§ Provided data
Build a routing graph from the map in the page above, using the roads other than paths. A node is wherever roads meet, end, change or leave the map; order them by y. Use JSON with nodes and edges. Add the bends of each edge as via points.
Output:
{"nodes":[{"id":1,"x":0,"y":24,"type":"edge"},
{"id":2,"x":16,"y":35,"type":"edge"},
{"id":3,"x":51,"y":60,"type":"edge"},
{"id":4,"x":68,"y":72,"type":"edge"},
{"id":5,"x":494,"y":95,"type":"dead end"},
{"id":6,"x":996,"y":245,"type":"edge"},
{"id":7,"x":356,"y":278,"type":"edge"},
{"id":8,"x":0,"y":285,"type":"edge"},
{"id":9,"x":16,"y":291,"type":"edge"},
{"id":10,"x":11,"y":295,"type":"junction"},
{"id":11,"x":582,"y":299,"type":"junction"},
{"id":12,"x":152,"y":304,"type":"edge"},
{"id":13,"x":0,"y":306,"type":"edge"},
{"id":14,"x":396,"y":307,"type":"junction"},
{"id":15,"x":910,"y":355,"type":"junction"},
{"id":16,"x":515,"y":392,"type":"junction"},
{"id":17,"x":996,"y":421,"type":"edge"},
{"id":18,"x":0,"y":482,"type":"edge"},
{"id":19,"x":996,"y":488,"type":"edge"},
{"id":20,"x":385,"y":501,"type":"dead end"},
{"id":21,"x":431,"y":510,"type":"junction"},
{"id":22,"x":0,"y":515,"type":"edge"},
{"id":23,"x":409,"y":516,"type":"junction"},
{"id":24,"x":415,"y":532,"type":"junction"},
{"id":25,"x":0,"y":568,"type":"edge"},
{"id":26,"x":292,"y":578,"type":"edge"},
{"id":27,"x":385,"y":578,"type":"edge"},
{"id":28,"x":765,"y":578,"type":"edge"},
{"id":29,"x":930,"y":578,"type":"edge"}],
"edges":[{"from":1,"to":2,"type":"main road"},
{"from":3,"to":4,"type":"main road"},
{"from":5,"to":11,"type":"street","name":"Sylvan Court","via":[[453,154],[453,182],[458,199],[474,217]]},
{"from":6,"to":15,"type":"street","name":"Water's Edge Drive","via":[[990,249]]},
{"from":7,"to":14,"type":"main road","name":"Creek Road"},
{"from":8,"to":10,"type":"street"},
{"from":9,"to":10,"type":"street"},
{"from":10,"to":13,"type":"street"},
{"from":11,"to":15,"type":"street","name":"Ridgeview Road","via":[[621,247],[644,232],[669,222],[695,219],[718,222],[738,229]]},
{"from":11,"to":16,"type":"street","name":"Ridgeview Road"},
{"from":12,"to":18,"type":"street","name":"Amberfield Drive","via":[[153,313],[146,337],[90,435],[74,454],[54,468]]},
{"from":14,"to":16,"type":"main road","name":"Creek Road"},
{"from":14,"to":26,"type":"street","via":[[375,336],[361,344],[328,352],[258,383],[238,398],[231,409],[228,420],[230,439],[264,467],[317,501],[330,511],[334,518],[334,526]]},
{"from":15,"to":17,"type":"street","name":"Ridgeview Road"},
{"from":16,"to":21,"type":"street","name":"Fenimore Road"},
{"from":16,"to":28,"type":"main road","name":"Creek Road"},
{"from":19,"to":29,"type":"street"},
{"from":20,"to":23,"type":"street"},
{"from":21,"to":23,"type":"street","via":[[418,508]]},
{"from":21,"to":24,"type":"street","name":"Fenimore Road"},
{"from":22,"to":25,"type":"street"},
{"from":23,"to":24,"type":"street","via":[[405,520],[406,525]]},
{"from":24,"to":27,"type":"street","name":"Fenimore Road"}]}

§ Task goal
Return all data verbatim.

§ Written solution
Build a routing graph from the map in the page above, using the roads other than paths. A node is wherever roads meet, end, change or leave the map; order them by y. Use JSON with nodes and edges. Add the bends of each edge as via points.
Output:
{"nodes":[{"id":1,"x":0,"y":24,"type":"edge"},
{"id":2,"x":16,"y":35,"type":"edge"},
{"id":3,"x":51,"y":60,"type":"edge"},
{"id":4,"x":68,"y":72,"type":"edge"},
{"id":5,"x":494,"y":95,"type":"dead end"},
{"id":6,"x":996,"y":245,"type":"edge"},
{"id":7,"x":356,"y":278,"type":"edge"},
{"id":8,"x":0,"y":285,"type":"edge"},
{"id":9,"x":16,"y":291,"type":"edge"},
{"id":10,"x":11,"y":295,"type":"junction"},
{"id":11,"x":582,"y":299,"type":"junction"},
{"id":12,"x":152,"y":304,"type":"edge"},
{"id":13,"x":0,"y":306,"type":"edge"},
{"id":14,"x":396,"y":307,"type":"junction"},
{"id":15,"x":910,"y":355,"type":"junction"},
{"id":16,"x":515,"y":392,"type":"junction"},
{"id":17,"x":996,"y":421,"type":"edge"},
{"id":18,"x":0,"y":482,"type":"edge"},
{"id":19,"x":996,"y":488,"type":"edge"},
{"id":20,"x":385,"y":501,"type":"dead end"},
{"id":21,"x":431,"y":510,"type":"junction"},
{"id":22,"x":0,"y":515,"type":"edge"},
{"id":23,"x":409,"y":516,"type":"junction"},
{"id":24,"x":415,"y":532,"type":"junction"},
{"id":25,"x":0,"y":568,"type":"edge"},
{"id":26,"x":292,"y":578,"type":"edge"},
{"id":27,"x":385,"y":578,"type":"edge"},
{"id":28,"x":765,"y":578,"type":"edge"},
{"id":29,"x":930,"y":578,"type":"edge"}],
"edges":[{"from":1,"to":2,"type":"main road"},
{"from":3,"to":4,"type":"main road"},
{"from":5,"to":11,"type":"street","name":"Sylvan Court","via":[[453,154],[453,182],[458,199],[474,217]]},
{"from":6,"to":15,"type":"street","name":"Water's Edge Drive","via":[[990,249]]},
{"from":7,"to":14,"type":"main road","name":"Creek Road"},
{"from":8,"to":10,"type":"street"},
{"from":9,"to":10,"type":"street"},
{"from":10,"to":13,"type":"street"},
{"from":11,"to":15,"type":"street","name":"Ridgeview Road","via":[[621,247],[644,232],[669,222],[695,219],[718,222],[738,229]]},
{"from":11,"to":16,"type":"street","name":"Ridgeview Road"},
{"from":12,"to":18,"type":"street","name":"Amberfield Drive","via":[[153,313],[146,337],[90,435],[74,454],[54,468]]},
{"from":14,"to":16,"type":"main road","name":"Creek Road"},
{"from":14,"to":26,"type":"street","via":[[375,336],[361,344],[328,352],[258,383],[238,398],[231,409],[228,420],[230,439],[264,467],[317,501],[330,511],[334,518],[334,526]]},
{"from":15,"to":17,"type":"street","name":"Ridgeview Road"},
{"from":16,"to":21,"type":"street","name":"Fenimore Road"},
{"from":16,"to":28,"type":"main road","name":"Creek Road"},
{"from":19,"to":29,"type":"street"},
{"from":20,"to":23,"type":"street"},
{"from":21,"to":23,"type":"street","via":[[418,508]]},
{"from":21,"to":24,"type":"street","name":"Fenimore Road"},
{"from":22,"to":25,"type":"street"},
{"from":23,"to":24,"type":"street","via":[[405,520],[406,525]]},
{"from":24,"to":27,"type":"street","name":"Fenimore Road"}]}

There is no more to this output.